I had around a pound altogether of various old gluten-free flour packages. Some, like the buckwheat flour, were too old when I last dipped in, some time last year. Google searches indicate that buckwheat flour is just as good past the expiration date. This may be true to a certain point. However, six months to a year after the expiration date, just throw it out. It wasn't rancid exactly (or I would have smelled the rancidity and thus wouldn't have used it) but it was awful. Once I started eating the pancakes I made with it, I remembered that that was how it tasted last time, too. Why I didn't throw it out then is beyond me.
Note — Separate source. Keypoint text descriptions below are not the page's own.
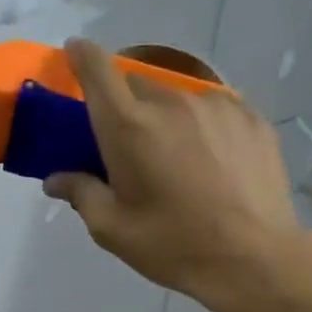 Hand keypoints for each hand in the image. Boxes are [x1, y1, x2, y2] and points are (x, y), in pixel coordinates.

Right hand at [45, 38, 308, 308]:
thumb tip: (56, 179)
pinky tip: (210, 158)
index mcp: (128, 126)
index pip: (97, 70)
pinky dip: (201, 123)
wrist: (255, 259)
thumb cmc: (173, 244)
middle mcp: (170, 103)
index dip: (81, 56)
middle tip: (128, 142)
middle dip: (125, 104)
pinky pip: (213, 108)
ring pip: (177, 96)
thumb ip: (80, 193)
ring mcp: (216, 106)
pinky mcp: (251, 117)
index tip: (74, 53)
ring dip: (165, 115)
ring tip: (176, 154)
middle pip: (136, 83)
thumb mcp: (112, 228) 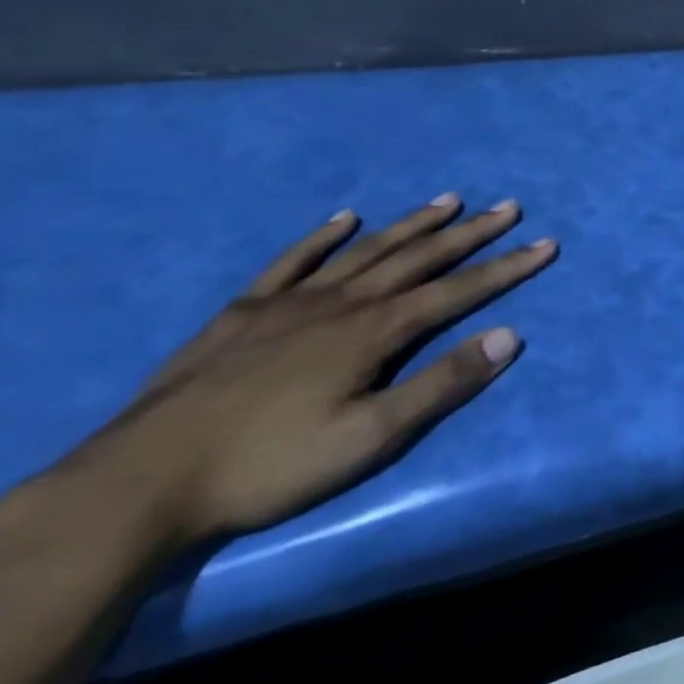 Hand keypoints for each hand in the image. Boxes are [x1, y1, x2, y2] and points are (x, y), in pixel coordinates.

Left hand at [46, 195, 556, 550]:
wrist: (138, 483)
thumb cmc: (266, 467)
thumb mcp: (367, 439)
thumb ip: (440, 385)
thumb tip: (508, 336)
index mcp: (375, 331)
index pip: (458, 291)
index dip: (506, 267)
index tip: (545, 244)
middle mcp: (342, 302)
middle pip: (419, 258)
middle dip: (471, 233)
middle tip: (509, 207)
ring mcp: (291, 302)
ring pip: (367, 251)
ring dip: (412, 224)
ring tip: (449, 199)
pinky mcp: (244, 313)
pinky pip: (292, 263)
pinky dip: (322, 238)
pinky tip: (344, 219) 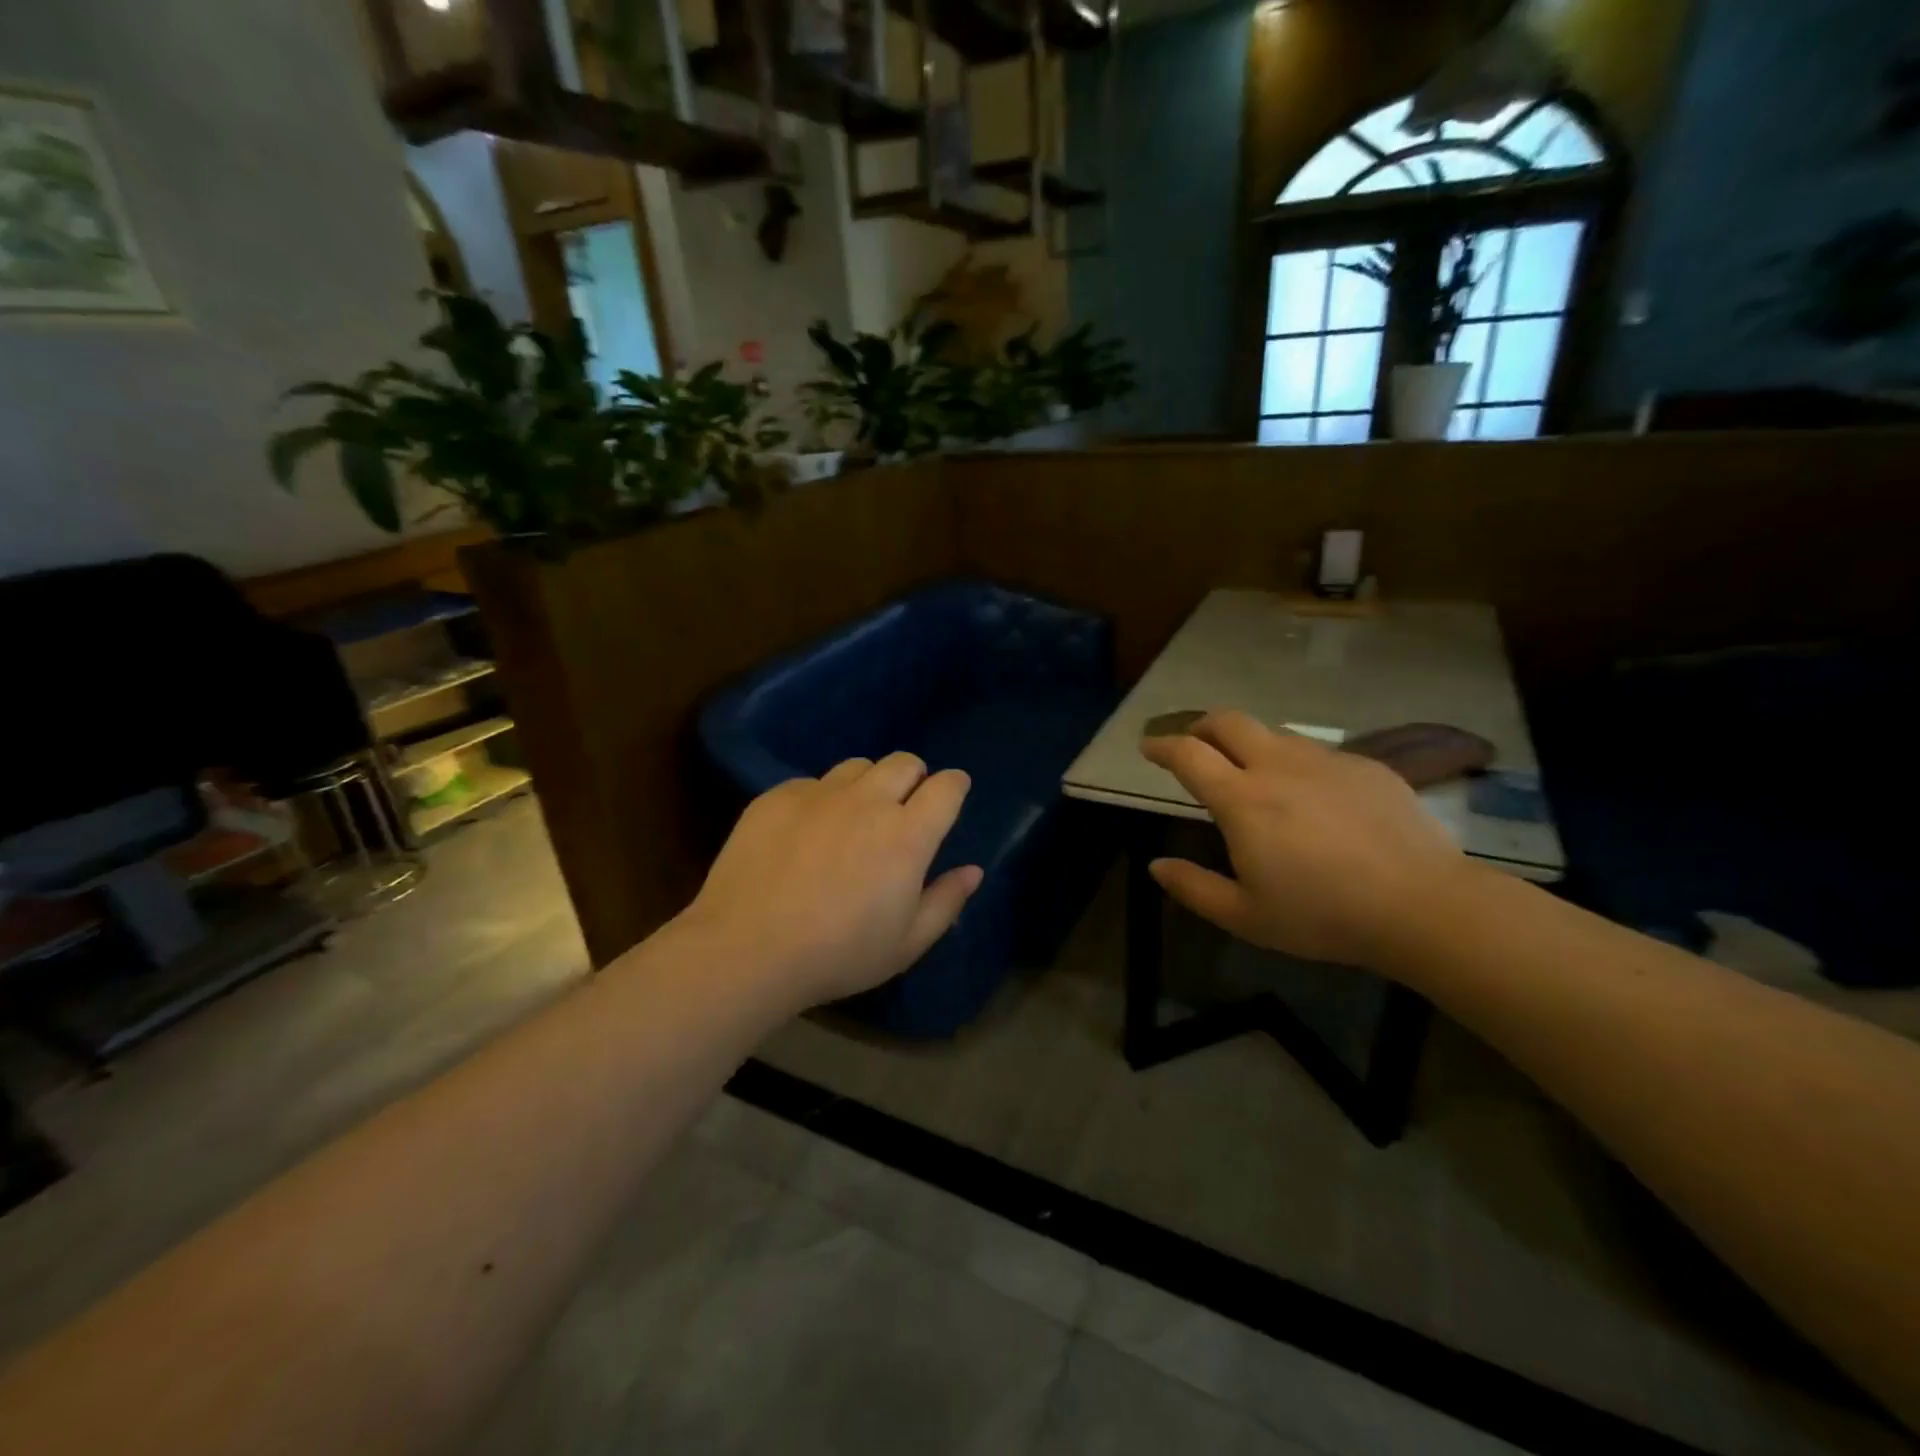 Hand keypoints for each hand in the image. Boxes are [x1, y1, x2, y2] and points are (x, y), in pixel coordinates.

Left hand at [682, 753, 982, 1007]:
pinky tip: (806, 832)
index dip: (955, 785)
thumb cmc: (838, 954)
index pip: (946, 787)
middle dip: (914, 777)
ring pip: (857, 767)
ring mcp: (819, 794)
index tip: (953, 793)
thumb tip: (973, 871)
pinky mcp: (777, 796)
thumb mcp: (906, 944)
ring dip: (868, 783)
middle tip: (905, 806)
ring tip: (855, 815)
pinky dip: (822, 798)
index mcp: (908, 835)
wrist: (747, 949)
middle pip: (904, 762)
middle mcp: (868, 801)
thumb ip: (945, 901)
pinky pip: (812, 783)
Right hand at [1141, 711, 1474, 968]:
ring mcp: (1325, 761)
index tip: (1148, 747)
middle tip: (1194, 743)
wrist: (1423, 905)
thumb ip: (1194, 888)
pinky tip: (1312, 798)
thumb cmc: (1324, 915)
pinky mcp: (1366, 766)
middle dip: (1202, 725)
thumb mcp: (1246, 916)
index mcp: (1242, 800)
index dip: (1162, 746)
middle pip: (1229, 721)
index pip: (1188, 754)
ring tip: (1252, 772)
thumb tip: (1156, 866)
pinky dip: (1296, 764)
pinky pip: (1317, 753)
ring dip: (1250, 744)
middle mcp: (1278, 767)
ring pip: (1274, 734) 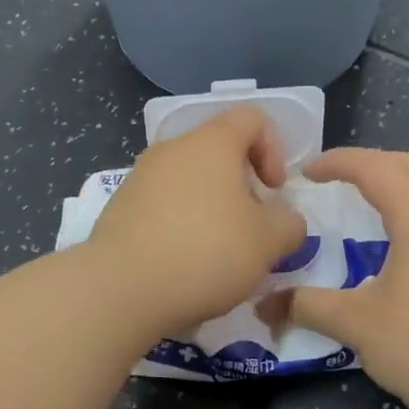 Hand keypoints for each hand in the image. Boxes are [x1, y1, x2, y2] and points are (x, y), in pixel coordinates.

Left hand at [87, 107, 308, 336]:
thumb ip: (289, 223)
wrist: (122, 289)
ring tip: (217, 251)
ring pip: (188, 180)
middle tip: (250, 226)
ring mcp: (139, 177)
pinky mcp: (119, 208)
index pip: (251, 119)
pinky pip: (161, 204)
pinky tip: (183, 263)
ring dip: (210, 206)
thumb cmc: (206, 253)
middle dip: (241, 184)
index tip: (274, 191)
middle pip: (217, 151)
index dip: (273, 150)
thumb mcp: (269, 242)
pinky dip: (179, 224)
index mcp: (211, 143)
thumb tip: (284, 220)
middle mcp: (172, 149)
So anyway, yes, experiments. I've been trying making pancakes. The first outing with the buckwheat flour is best forgotten. The second and third, with Trader Joe's all purpose gf flower (old but not past the expiration date) went better. The thing is I can't seem to master the skillet. Or the range or the kitchen. Either the skillet is tilted or the range, or the kitchen floor. The latter wouldn't be a surprise; the whole house seems to be subsiding. So I get a pool of oil (because grease isn't a nice word) at one end of the skillet and the rest of the skillet dries up and burns up. I find this a little worrying. When I run out of flour, I'll probably abandon my pancake making career until I find a better skillet, range or kitchen.
I've also been trying my hand at gluten-free fried chicken, as I mentioned the other day. That has turned out comically, or at least I haven't died so far. I'm trying again today. This time, I swear I will remember the Colonel's eleven herbs and spices. (That is to say, salt and pepper.) I imagine that might work an improvement. You notice that no recipes are forthcoming. So far, none of my output has been worth saving for posterity. Although today's apple pancakes made it all the way up to "not terrible." Hey, it's a start!